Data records
----------

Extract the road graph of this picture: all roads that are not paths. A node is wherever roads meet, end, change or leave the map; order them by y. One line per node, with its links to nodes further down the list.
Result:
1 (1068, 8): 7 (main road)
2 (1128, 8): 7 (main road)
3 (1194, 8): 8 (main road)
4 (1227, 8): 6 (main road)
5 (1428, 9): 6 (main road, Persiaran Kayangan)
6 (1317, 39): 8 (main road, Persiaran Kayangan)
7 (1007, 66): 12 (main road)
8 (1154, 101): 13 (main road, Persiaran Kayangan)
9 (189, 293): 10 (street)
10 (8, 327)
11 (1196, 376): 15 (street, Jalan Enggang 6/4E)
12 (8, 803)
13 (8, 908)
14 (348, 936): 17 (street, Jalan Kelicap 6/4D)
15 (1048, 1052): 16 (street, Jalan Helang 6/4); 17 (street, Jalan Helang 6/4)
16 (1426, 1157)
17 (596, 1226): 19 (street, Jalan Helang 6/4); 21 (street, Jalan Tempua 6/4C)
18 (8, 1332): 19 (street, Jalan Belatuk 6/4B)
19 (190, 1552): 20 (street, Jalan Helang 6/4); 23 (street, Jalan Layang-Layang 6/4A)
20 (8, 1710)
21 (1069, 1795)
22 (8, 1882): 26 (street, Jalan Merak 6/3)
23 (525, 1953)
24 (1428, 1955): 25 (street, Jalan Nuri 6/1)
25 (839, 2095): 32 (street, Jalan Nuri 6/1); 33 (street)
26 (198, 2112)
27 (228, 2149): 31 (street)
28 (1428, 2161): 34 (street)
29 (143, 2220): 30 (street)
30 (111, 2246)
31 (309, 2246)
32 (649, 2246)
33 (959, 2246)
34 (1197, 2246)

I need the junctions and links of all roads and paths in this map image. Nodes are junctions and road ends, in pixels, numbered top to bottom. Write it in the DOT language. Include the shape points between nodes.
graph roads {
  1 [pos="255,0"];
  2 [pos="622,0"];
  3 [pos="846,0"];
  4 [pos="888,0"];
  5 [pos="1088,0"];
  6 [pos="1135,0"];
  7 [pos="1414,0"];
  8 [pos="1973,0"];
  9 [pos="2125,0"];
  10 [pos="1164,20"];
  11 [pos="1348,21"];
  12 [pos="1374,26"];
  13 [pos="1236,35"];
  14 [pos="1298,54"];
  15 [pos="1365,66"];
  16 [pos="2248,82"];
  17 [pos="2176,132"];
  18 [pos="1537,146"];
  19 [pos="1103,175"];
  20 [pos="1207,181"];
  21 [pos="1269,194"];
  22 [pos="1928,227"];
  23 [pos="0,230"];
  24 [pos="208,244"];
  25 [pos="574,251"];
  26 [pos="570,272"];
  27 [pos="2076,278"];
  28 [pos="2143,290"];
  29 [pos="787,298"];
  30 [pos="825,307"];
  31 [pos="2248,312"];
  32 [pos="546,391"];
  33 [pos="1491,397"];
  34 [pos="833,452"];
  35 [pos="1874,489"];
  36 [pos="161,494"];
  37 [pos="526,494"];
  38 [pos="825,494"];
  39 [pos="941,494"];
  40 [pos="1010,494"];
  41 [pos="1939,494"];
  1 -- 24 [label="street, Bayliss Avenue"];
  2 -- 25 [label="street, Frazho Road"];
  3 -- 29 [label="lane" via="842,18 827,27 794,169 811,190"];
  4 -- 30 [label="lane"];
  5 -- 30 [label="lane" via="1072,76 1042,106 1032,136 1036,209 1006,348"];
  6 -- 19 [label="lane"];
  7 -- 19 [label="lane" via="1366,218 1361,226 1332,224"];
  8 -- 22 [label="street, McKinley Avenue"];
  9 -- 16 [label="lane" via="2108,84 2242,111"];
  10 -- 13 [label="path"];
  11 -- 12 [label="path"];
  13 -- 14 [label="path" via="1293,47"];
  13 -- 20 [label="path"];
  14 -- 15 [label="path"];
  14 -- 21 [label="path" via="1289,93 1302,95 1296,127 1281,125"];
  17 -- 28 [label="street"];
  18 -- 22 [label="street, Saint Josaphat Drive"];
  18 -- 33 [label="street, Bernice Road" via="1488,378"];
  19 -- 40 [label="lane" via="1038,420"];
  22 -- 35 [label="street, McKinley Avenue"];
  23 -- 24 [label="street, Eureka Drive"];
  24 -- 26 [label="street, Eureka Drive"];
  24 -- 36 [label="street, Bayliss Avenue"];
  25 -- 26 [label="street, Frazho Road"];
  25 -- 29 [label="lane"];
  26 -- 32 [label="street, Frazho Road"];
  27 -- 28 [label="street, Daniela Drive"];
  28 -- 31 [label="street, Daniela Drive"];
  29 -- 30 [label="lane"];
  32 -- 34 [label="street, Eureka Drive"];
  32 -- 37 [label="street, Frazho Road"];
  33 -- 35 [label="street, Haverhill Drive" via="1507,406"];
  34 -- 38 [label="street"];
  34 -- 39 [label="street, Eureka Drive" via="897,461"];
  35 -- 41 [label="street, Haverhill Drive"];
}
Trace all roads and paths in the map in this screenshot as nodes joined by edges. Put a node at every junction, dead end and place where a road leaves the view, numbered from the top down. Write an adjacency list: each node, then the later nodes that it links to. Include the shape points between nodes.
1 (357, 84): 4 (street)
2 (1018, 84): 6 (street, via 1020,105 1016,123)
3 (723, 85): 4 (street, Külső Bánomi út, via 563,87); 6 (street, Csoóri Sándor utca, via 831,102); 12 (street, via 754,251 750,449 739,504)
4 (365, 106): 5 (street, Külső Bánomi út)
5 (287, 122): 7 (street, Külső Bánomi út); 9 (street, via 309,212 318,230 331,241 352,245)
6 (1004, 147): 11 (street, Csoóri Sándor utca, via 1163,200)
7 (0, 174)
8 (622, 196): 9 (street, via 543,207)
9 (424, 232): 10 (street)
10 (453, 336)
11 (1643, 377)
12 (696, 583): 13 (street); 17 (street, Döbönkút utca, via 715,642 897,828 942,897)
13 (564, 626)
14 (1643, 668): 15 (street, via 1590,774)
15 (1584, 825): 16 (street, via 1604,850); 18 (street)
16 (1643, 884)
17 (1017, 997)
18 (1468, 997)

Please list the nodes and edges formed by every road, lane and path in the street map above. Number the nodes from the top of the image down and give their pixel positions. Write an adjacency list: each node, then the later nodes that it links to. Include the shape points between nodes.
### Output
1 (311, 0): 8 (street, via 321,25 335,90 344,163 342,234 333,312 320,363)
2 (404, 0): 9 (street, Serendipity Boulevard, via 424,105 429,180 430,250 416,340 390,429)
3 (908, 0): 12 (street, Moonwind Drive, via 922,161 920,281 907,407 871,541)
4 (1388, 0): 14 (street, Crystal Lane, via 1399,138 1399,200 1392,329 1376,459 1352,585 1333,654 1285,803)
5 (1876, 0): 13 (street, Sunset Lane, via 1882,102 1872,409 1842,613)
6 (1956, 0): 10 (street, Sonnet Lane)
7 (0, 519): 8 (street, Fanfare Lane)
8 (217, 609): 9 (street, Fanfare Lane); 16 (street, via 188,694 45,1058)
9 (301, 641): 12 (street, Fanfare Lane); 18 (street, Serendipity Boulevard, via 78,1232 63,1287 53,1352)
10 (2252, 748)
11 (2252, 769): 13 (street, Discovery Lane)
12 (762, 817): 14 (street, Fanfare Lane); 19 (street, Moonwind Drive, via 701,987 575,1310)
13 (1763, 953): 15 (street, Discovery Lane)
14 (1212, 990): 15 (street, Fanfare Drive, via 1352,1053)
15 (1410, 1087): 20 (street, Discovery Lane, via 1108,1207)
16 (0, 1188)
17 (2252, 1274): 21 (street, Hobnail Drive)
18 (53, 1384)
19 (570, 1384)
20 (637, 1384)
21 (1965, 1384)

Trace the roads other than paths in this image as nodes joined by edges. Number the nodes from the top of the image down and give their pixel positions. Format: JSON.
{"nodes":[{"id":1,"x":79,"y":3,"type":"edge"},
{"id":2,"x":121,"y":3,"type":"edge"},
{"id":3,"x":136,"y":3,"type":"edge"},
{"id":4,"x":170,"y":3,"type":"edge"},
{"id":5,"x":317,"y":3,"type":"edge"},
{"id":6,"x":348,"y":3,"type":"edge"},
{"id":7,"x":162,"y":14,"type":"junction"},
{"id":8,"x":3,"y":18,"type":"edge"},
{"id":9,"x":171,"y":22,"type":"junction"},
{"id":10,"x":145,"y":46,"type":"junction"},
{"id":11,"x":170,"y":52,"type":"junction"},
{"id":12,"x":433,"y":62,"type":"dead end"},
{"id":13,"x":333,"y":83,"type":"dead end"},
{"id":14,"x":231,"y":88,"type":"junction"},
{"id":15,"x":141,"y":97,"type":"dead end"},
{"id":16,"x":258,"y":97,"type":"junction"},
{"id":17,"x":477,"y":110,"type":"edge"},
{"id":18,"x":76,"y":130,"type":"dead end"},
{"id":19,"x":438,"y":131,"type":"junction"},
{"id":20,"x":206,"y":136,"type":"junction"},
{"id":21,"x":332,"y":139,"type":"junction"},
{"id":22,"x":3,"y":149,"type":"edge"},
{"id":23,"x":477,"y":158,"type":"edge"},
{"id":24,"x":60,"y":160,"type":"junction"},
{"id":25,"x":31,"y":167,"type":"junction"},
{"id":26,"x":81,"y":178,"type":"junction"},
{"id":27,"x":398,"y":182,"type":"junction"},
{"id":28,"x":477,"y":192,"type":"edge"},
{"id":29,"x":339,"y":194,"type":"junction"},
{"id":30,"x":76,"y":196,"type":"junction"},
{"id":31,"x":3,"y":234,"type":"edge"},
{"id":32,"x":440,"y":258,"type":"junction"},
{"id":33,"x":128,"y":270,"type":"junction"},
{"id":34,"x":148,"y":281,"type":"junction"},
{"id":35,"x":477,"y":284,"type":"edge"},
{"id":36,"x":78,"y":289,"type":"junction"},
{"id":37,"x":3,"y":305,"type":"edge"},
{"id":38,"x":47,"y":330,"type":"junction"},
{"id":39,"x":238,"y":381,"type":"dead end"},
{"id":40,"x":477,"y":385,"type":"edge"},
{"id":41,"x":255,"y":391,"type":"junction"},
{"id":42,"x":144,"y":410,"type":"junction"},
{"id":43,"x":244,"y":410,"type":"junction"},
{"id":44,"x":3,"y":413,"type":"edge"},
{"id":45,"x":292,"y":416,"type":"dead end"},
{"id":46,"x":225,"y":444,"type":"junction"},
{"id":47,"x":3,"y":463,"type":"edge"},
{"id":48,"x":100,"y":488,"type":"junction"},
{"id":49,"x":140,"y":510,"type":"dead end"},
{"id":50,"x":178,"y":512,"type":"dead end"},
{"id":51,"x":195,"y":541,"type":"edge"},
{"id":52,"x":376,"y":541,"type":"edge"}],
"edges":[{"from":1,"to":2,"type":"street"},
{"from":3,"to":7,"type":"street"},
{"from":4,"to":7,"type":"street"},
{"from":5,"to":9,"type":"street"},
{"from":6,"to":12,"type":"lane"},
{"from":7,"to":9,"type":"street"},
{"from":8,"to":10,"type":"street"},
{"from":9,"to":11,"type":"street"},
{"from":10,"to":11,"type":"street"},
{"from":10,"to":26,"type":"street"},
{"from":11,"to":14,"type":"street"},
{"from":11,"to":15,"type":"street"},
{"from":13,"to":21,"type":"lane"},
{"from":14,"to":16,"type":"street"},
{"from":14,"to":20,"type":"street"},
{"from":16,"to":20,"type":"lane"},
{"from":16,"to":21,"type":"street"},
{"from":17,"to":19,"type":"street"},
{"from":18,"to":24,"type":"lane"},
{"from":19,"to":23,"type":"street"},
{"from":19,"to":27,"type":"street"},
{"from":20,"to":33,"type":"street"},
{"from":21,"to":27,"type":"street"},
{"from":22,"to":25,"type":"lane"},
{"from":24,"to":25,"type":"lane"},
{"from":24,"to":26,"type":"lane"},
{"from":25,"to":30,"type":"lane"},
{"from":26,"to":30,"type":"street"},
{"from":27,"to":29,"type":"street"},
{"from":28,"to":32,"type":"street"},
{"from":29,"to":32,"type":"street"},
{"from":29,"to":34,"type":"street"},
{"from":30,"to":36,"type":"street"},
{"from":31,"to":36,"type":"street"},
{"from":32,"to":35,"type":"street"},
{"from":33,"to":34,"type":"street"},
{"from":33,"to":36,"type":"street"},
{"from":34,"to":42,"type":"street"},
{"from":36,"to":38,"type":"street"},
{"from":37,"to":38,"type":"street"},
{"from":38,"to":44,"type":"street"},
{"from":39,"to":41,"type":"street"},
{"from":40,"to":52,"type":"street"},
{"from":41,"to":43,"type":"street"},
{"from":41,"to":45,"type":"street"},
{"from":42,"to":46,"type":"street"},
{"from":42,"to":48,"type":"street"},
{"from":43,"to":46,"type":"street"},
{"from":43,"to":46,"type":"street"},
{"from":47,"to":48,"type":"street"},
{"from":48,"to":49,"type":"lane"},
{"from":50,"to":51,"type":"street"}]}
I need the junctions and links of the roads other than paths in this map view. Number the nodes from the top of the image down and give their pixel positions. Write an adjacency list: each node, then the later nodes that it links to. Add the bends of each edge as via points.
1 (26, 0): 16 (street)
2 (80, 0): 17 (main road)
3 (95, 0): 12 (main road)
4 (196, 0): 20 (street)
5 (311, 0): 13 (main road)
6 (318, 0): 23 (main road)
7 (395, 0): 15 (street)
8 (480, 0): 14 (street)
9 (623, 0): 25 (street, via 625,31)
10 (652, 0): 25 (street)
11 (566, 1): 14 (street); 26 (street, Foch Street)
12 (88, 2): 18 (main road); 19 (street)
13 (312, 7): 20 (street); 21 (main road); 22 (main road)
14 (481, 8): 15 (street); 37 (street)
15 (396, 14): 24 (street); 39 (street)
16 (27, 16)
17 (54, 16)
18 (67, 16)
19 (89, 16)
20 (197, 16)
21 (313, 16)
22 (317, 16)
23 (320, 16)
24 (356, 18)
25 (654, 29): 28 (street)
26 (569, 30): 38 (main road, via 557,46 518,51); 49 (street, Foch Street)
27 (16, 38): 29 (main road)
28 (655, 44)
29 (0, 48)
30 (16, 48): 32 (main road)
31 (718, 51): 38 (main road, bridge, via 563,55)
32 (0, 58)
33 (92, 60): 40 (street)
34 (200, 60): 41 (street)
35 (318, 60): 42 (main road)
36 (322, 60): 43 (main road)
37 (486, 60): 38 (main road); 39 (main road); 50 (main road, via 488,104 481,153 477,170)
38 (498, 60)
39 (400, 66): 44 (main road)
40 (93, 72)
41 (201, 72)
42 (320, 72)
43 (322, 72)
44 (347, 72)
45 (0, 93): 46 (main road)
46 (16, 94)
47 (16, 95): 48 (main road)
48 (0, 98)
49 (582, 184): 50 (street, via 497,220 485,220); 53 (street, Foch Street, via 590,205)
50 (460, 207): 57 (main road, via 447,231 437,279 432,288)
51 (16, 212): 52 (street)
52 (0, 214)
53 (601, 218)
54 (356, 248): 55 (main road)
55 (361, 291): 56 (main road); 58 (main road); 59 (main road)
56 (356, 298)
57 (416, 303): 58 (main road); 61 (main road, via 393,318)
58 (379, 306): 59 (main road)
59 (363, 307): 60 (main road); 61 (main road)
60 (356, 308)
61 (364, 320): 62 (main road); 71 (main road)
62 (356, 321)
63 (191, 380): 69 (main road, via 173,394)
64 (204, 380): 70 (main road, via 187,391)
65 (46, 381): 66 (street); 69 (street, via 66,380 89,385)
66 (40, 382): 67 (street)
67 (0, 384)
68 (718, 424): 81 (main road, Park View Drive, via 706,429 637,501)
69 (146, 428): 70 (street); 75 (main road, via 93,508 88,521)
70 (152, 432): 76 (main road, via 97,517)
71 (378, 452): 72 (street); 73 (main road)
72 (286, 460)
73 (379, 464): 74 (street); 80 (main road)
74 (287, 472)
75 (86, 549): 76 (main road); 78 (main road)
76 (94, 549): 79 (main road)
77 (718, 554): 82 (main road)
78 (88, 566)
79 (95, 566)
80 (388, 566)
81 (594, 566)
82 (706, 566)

----------

Activity
Find every line of the data that includes the string "Helang". Copy each of those lines.

Completed exercise
15 (1048, 1052): 16 (street, Jalan Helang 6/4); 17 (street, Jalan Helang 6/4)
17 (596, 1226): 19 (street, Jalan Helang 6/4); 21 (street, Jalan Tempua 6/4C)
19 (190, 1552): 20 (street, Jalan Helang 6/4); 23 (street, Jalan Layang-Layang 6/4A)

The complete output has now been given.